Rosemann’s desire to understand and improve corporate innovation eco-systems began several years ago when he realised he was very much engaged in “corporate pain relief” – working out what was broken, and relying on techniques such as lean management and Six Sigma to incrementally improve the processes.

The passion for innovation came when he understood that comprehending what is possible, creating a new process, and ultimately creating new jobs, was more interesting and rewarding than fixing what was broken.

Today, he says, the world is opportunity-rich.

“Every day, the feats of growing global entrepreneurial capacity produces new innovative services utilising fast developing technologies – and this transition from a problem-rich to an opportunity-rich environment is very exciting. However, this shift also exposes corporations to the boundaries of their thinking capacities.”

Most companies, he says, cannot innovate by themselves.

“The classical retailer, logistics provider, bank or government entity, often don’t have a large R&D department – they are not like Google. But in the world of digitalisation and disruption they have to change quickly, they have to understand what tomorrow could look like and react accordingly and quickly.

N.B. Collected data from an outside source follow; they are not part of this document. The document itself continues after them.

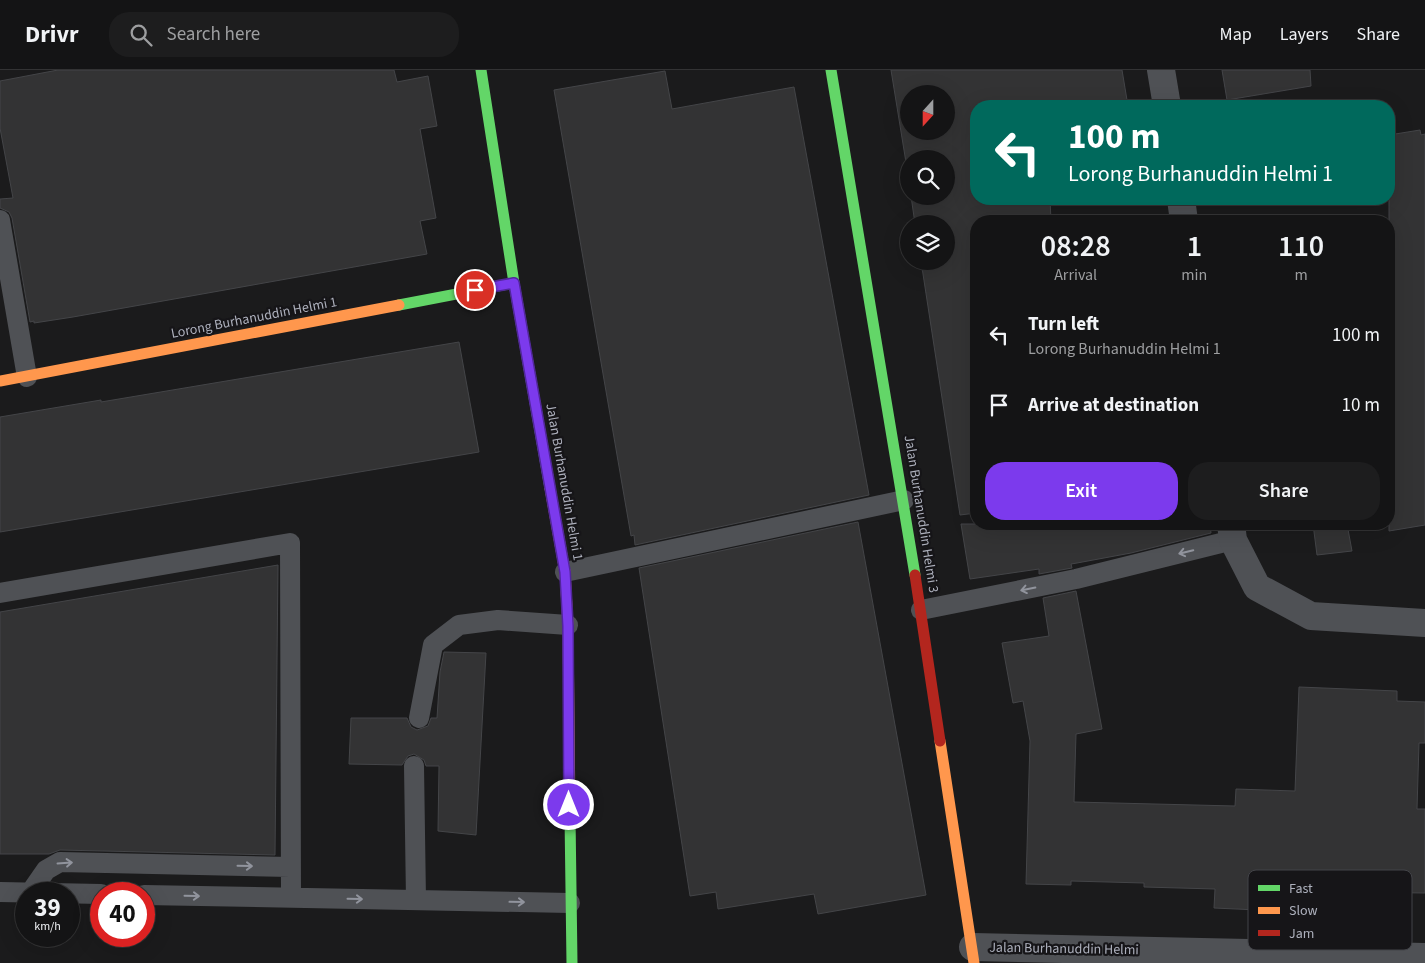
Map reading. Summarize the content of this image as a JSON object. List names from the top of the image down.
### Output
{
  "streets": {
    "street": [
      "Lorong Burhanuddin Helmi 1",
      "Jalan Burhanuddin Helmi 1",
      "Jalan Burhanuddin Helmi 3",
      "Jalan Burhanuddin Helmi"
    ]
  },
  "crossings": [
    ["Lorong Burhanuddin Helmi 1", "Jalan Burhanuddin Helmi 1"],
    ["Jalan Burhanuddin Helmi 3", "Jalan Burhanuddin Helmi"]
  ],
  "legend": ["Fast", "Slow", "Jam"],
  "north": "bottom",
  "page": {
    "header": "Drivr",
    "search": "Search here",
    "nav": ["Map", "Layers", "Share"],
    "turn": ["100 m", "Lorong Burhanuddin Helmi 1"],
    "eta": [
      "08:28",
      "Arrival",
      "1",
      "min",
      "110",
      "m"
    ],
    "list": [
      {
        "name": "Turn left",
        "note": "Lorong Burhanuddin Helmi 1",
        "value": "100 m"
      },
      {
        "name": "Arrive at destination",
        "value": "10 m"
      }
    ],
    "buttons": ["Exit", "Share"],
    "speed": "39 km/h",
    "limit": "40"
  }
}
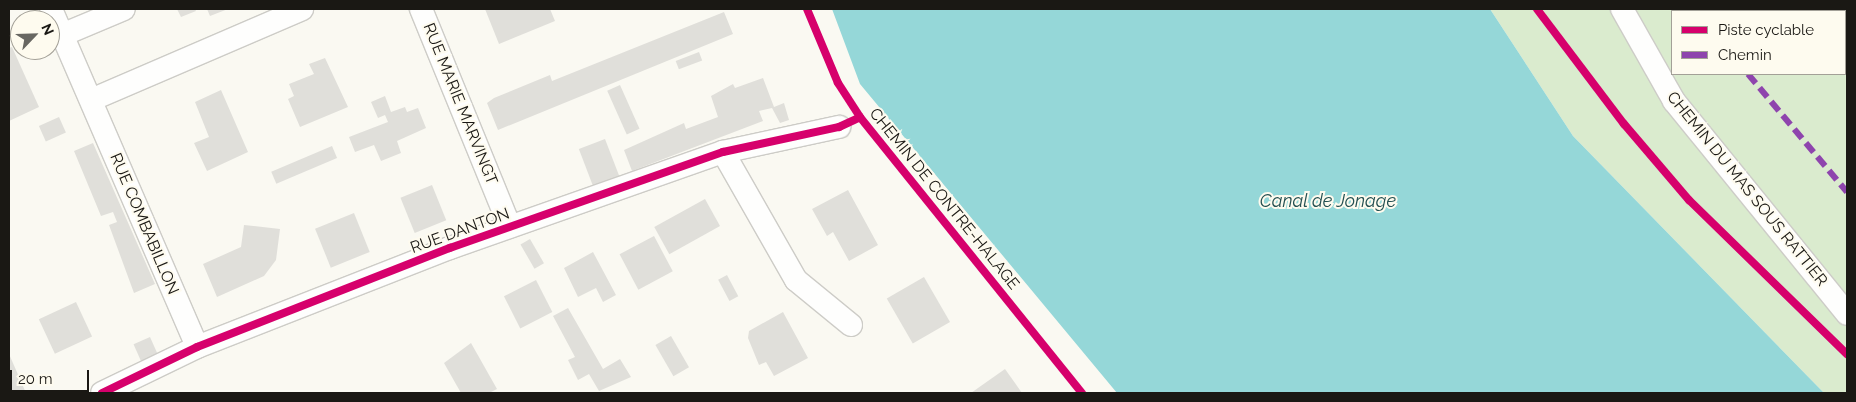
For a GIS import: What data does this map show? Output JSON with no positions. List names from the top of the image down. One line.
{"streets":{"street":["RUE MARIE MARVINGT","CHEMIN DU MAS SOUS RATTIER","RUE COMBABILLON","RUE DANTON"],"cycle path":["CHEMIN DE CONTRE-HALAGE"]},"crossings":[["RUE MARIE MARVINGT","RUE DANTON"],["RUE COMBABILLON","RUE DANTON"]],"water":["Canal de Jonage"],"legend":["Piste cyclable","Chemin"],"scale_bar":"20 m","north":"top right"}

“This is a great opportunity for universities to step in and use their enormous resources and expertise to help companies find an evidence-grounded way forward in a fast moving world.”

Digital mindfulness

This is not some high-tech meditation exercise. It is a way of thinking for those involved in the corporate world and higher education.

Rosemann came up with the notion when he realised that a lot of people may be able to describe a driverless car, a social media provider such as Facebook, or Google and the like – but they can’t explain the deeper impact of it.

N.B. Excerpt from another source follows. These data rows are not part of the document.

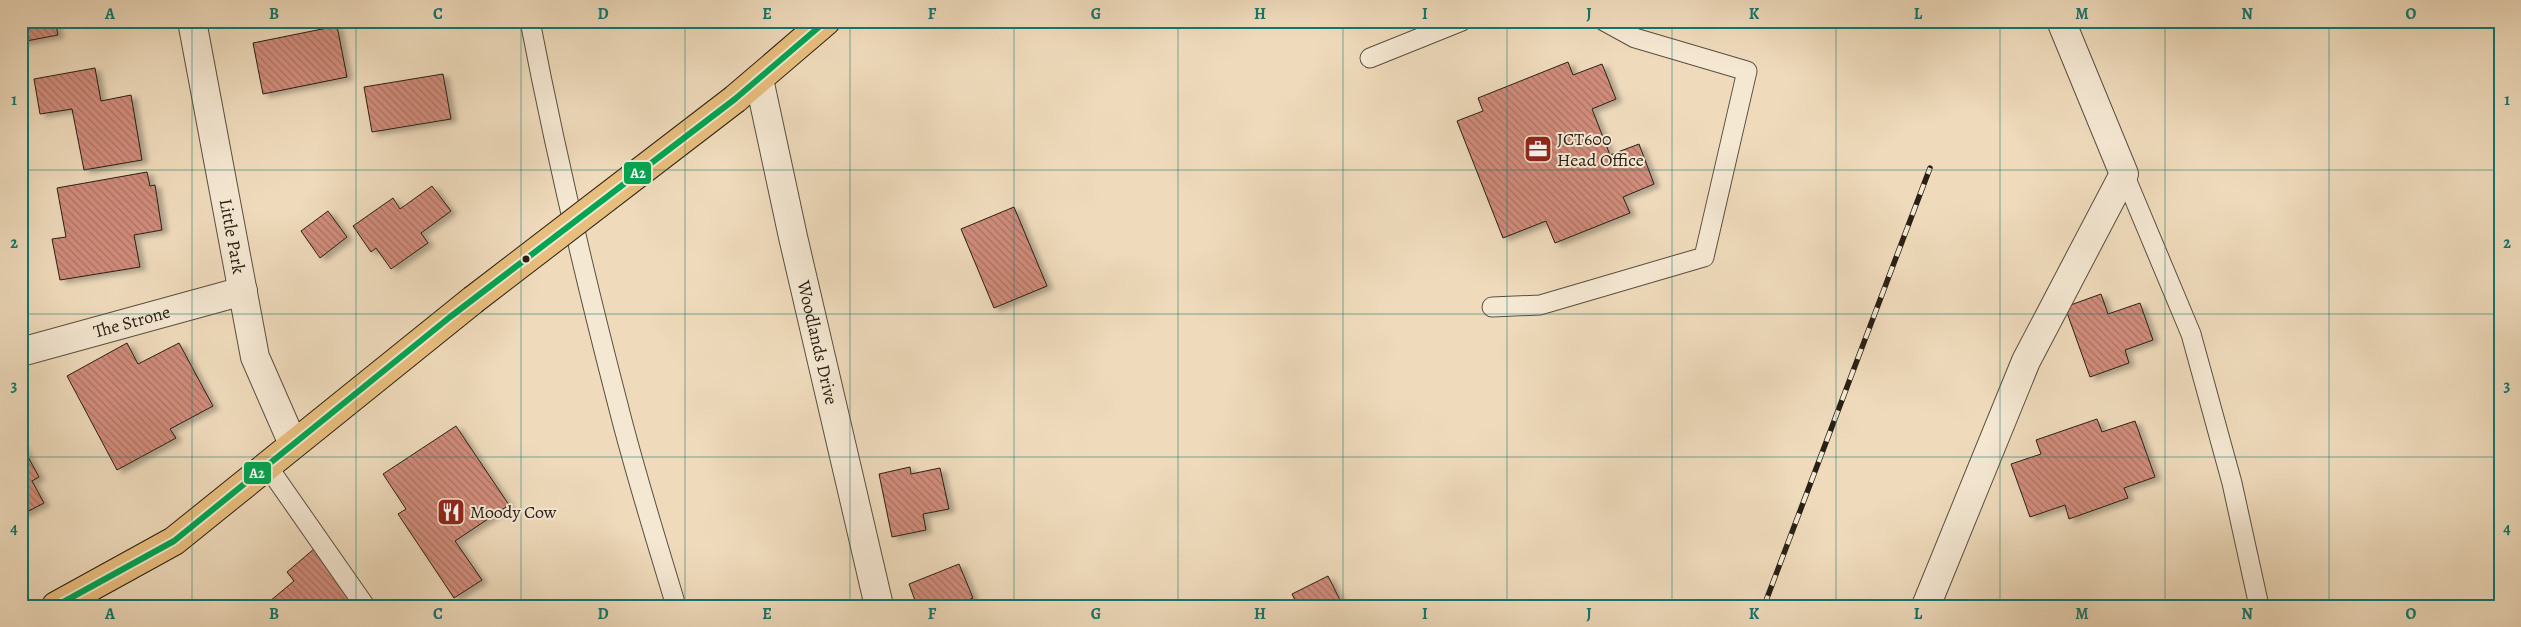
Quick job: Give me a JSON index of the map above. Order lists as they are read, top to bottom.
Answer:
{
  "streets": {
    "street": ["Little Park", "The Strone", "Woodlands Drive"]
  },
  "crossings": [
    ["Little Park", "The Strone"]
  ],
  "places": {
    "office": ["JCT600 Head Office"],
    "restaurant": ["Moody Cow"]
  },
  "lines": ["transit line A2"],
  "grid": {
    "columns": [
      "A",
      "B",
      "C",
      "D",
      "E",
      "F",
      "G",
      "H",
      "I",
      "J",
      "K",
      "L",
      "M",
      "N",
      "O"
    ],
    "rows": [
      "1",
      "2",
      "3",
      "4"
    ]
  }
}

“For example, most digital companies like LinkedIn or YouTube get better the bigger they are, i.e. they benefit from positive network effects. However, the typical corporation doesn’t work like this, which makes them receptive to disruption.

“Your bank, your insurance company, they don’t really change with the number of customers – indeed, they might have negative network effects and it takes longer for them to serve their customer base.

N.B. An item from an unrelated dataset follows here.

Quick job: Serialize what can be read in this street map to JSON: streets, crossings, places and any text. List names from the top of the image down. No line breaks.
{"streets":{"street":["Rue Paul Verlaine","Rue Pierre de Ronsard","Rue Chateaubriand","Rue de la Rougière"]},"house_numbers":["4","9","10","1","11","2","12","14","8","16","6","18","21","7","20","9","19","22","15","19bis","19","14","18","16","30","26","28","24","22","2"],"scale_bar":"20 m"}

“In our industry-facing research, we try to work out with a digital mind how to create a bank that gets better the bigger it is. This is one example of digital mindfulness.

“The second example can be explained using the driverless car: Google has a digital mind and they understand if they give the world a driverless car they unlock 100,000+ years per year that mankind doesn’t have to drive any more.

“How much of these 100,000 years can they convert into digital attention time?

“If you don’t think in terms of ‘share of digital attention’ you don’t think with a digital mind. You see a driverless car but you don’t see 100,000 years of driving time that becomes time attention.”

In an environment where students will start to make the digital experiences they have with a university a key selection criterion, share of digital attention will become a metric the higher education sector can no longer ignore.

Butchers, not turkeys

When it comes to digital disruption, he says, you can either be disrupted – by something that comes as a big surprise – or be the disruptor who saw the disruption coming.

“On Thanksgiving you want to be the butcher and not the turkey because as a turkey it’s a big surprise.

“What we often ask a boardroom is – how can we make you butchers and not turkeys?

“Working at corporate speed requires a different way of conducting research. We have to go beyond a focus on tracking research effectiveness (e.g., number and quality of publications) to an additional consideration of research efficiency.

“When you really want to engage with industry, you will find they have certain expectations when it comes to turn-around time that often do not match typical turn-around times at universities.

“And that will probably mean that your efficiency and effectiveness has to improve to satisfy them in order to become that trusted partner.

“It’s a role for us to curate, to assess, to eliminate noise, to help corporate stakeholders to focus – to show that an evidence-based mind, an academically trained scientific mind, can help a company to sharpen and focus their thinking so they can derive the maximum value from the opportunity-rich digital environment.”